La société Distribution Casino France est spécialisée dans le secteur d’activité des supermarchés sous les enseignes Petit Casino, Vival, Spar, Supermarché Casino, Géant Casino, et Casino Shop.

Monsieur [B] était gérant de la société [B] Distribution et exploitait son fonds de commerce dans le cadre d’un contrat de franchise à l’enseigne SPAR conclu le 24 avril 1996 avec la société Médis à laquelle est aujourd’hui substituée la société Distribution Casino France SAS au termes d’un contrat de franchise renouvelé le 28 avril 2008.

Le 27 décembre 2013, le contrat de franchise a été résilié à l’initiative de la société [B] Distribution. En effet, Monsieur [B] a mis en cause l’inexécution, par la société Distribution Casino France, de l’une de ses obligations contractuelles inhérentes aux défaillances d’un logiciel de gestion.

Le 31 décembre 2013, Monsieur [B] a cédé à la société Carrefour Proximité France ses parts dans la société [B] Distribution. Un changement d’enseigne a alors eu lieu au profit de la société Carrefour Proximité France.

Cette situation a conduit à plusieurs litiges.

Le 7 février 2014, la société Distribution Casino France a assigné la société [B], son gérant Monsieur [B] et la société Carrefour Proximité France devant le tribunal de commerce de Lyon afin de faire prononcer la nullité de la cession des parts de la société [B] Distribution à la société Carrefour Proximité France et de les voir condamner à la réparation des dommages pour la violation de son droit de préemption.

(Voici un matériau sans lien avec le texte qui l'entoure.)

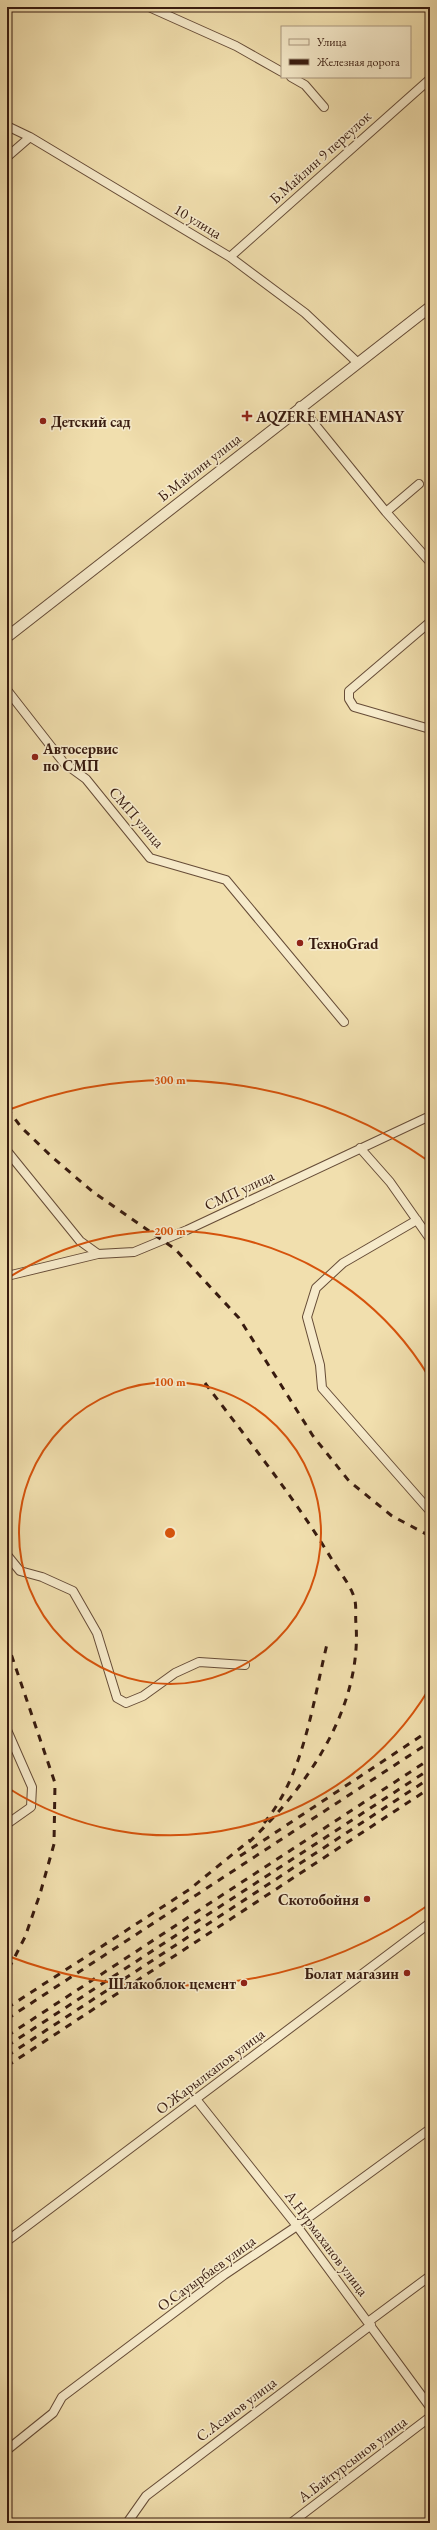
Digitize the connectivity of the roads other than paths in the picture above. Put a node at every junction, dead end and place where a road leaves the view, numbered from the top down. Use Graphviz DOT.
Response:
graph roads {
  1 [pos="149,7"];
  2 [pos="281,71"];
  3 [pos="293,78"];
  4 [pos="430,79"];
  5 [pos="324,107"];
  6 [pos="7,126"];
  7 [pos="30,137"];
  8 [pos="7,157"];
  9 [pos="230,257"];
  10 [pos="430,307"];
  11 [pos="358,363"];
  12 [pos="300,406"];
  13 [pos="419,484"];
  14 [pos="386,512"];
  15 [pos="430,562"];
  16 [pos="430,622"];
  17 [pos="7,637"];
  18 [pos="7,690"];
  19 [pos="430,729"];
  20 [pos="344,1022"];
  21 [pos="430,1116"];
  22 [pos="360,1148"];
  23 [pos="7,1151"];
  24 [pos="417,1220"];
  25 [pos="430,1239"];
  26 [pos="98,1254"];
  27 [pos="7,1276"];
  28 [pos="430,1511"];
  29 [pos="7,1555"];
  30 [pos="245,1665"];
  31 [pos="7,1730"];
  32 [pos="7,1824"];
  33 [pos="430,1924"];
  34 [pos="196,2100"];
  35 [pos="430,2129"];
  36 [pos="297,2226"];
  37 [pos="7,2241"];
  38 [pos="430,2276"];
  39 [pos="370,2323"];
  40 [pos="430,2407"];
  41 [pos="430,2417"];
  42 [pos="7,2450"];
  43 [pos="127,2523"];
  44 [pos="292,2523"];
  1 -- 2 [label="street"];
  3 -- 5 [label="street"];
  4 -- 9 [label="street, Б.Майлин 9 переулок"];
  6 -- 7 [label="street, 10 улица"];
  7 -- 8 [label="street"];
  7 -- 9 [label="street, 10 улица"];
  9 -- 11 [label="street, 10 улица"];
  10 -- 11 [label="street, Б.Майлин улица"];
  11 -- 12 [label="street, Б.Майлин улица"];
  12 -- 14 [label="street"];
  12 -- 17 [label="street, Б.Майлин улица"];
  13 -- 14 [label="street"];
  14 -- 15 [label="street"];
  16 -- 19 [label="street"];
  18 -- 20 [label="street, СМП улица"];
  21 -- 22 [label="street, СМП улица"];
  22 -- 24 [label="street"];
  22 -- 26 [label="street, СМП улица"];
  23 -- 26 [label="street"];
  24 -- 25 [label="street"];
  24 -- 28 [label="street"];
  26 -- 27 [label="street, СМП улица"];
  29 -- 30 [label="street"];
  31 -- 32 [label="street"];
  33 -- 34 [label="street, О.Жарылкапов улица"];
  34 -- 36 [label="street, А.Нурмаханов улица"];
  34 -- 37 [label="street, О.Жарылкапов улица"];
  35 -- 36 [label="street, О.Сауырбаев улица"];
  36 -- 39 [label="street, А.Нурмаханов улица"];
  36 -- 42 [label="street, О.Сауырбаев улица"];
  38 -- 39 [label="street, С.Асанов улица"];
  39 -- 40 [label="street, А.Нурмаханов улица"];
  39 -- 43 [label="street, С.Асанов улица"];
  41 -- 44 [label="street, А.Байтурсынов улица"];
}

Par jugement du 27 juillet 2015, le tribunal de commerce de Lyon a':

— dit recevable l’exception de compétence soulevée par les défendeurs,

— rejeté cette exception et s’est déclaré compétent,

— constaté que la clause résolutoire insérée dans le contrat de franchise du 28 avril 2008 n’avait pas été mise en 'uvre de bonne foi,

— dit que Monsieur [I] [B] et la société [B] Distribution avaient commis une faute faisant dégénérer en abus leur droit de rompre le contrat,

— déduit de cet abus que la clause résolutoire n’avait pu produire d’effets et que le contrat de franchise du 28 avril 2008 restait en vigueur jusqu’à son terme contractuel, sauf nouvelle dénonciation par l’une ou l’autre partie,

— constaté que le contrat de franchise a prévu dans son article 12, en cas de projet de cession du fonds de commerce du franchisé, une obligation d’information du franchiseur et un pacte de préférence à son profit,

— jugé que Monsieur [B] et la société [B] Distribution étaient, en raison des man’uvres entreprises, ensemble responsables du non respect par le franchisé, la société [B] Distribution, de ses obligations contractuelles résultant de l’article 12 du contrat de franchise,

— dit que ces man’uvres ont causé un préjudice direct et certain à la société Distribution Casino France,

— rejeté la demande d’annulation de la convention de cession des parts sociales intervenue le 31 décembre 2013 entre Monsieur [I] [B] et la société Carrefour Proximité France,

— condamné la société [B] Distribution à verser à la société Distribution Casino France la somme de 36.453 euros à parfaire au titre de la perte de marge constatée,

— condamné Monsieur [I] [B] à payer à la société Distribution Casino France la somme de 35.000 euros à titre de dommages et intérêts,

— débouté la société Distribution Casino France SAS de sa prétention au paiement d’une indemnité au titre de la clause intuitu personae visée à l’article 11 du contrat de franchise,

— condamné la société [B] Distribution au paiement à la société Distribution Casino France de l’indemnité forfaitaire de 160.000 euros prévue au titre de la clause de non concurrence à l’article 14 du contrat de franchise,

— rejeté la demande de paiement d’une somme de 75.000 euros présentée par la société Distribution Casino France au titre du détournement d’informations confidentielles,

— jugé que la société Carrefour Proximité France s’est rendue coupable de complicité en favorisant la rupture de mauvaise foi par la société [B] Distribution du contrat de franchise en fraude de ses obligations contractuelles,

— condamné la société Carrefour Proximité France à payer à la société Distribution Casino France la somme de 150.000 euros à titre de dommages et intérêts,

— débouté Monsieur [I] [B], la société [B] Distribution et la société Carrefour Proximité France de l’ensemble de leurs autres demandes, fins, et prétentions,

— condamné in solidum Monsieur [I] [B], la société [B] Distribution et la société Carrefour Proximité France à payer à la société Distribution Casino France SAS la somme de 50.000 euros au titre de l’article 700 du code de procédure civile,

— ordonné l’exécution provisoire de la présente décision nonobstant appel sans caution,

— condamné solidairement Monsieur [I] [B], la société [B] Distribution et la société Carrefour Proximité France aux dépens.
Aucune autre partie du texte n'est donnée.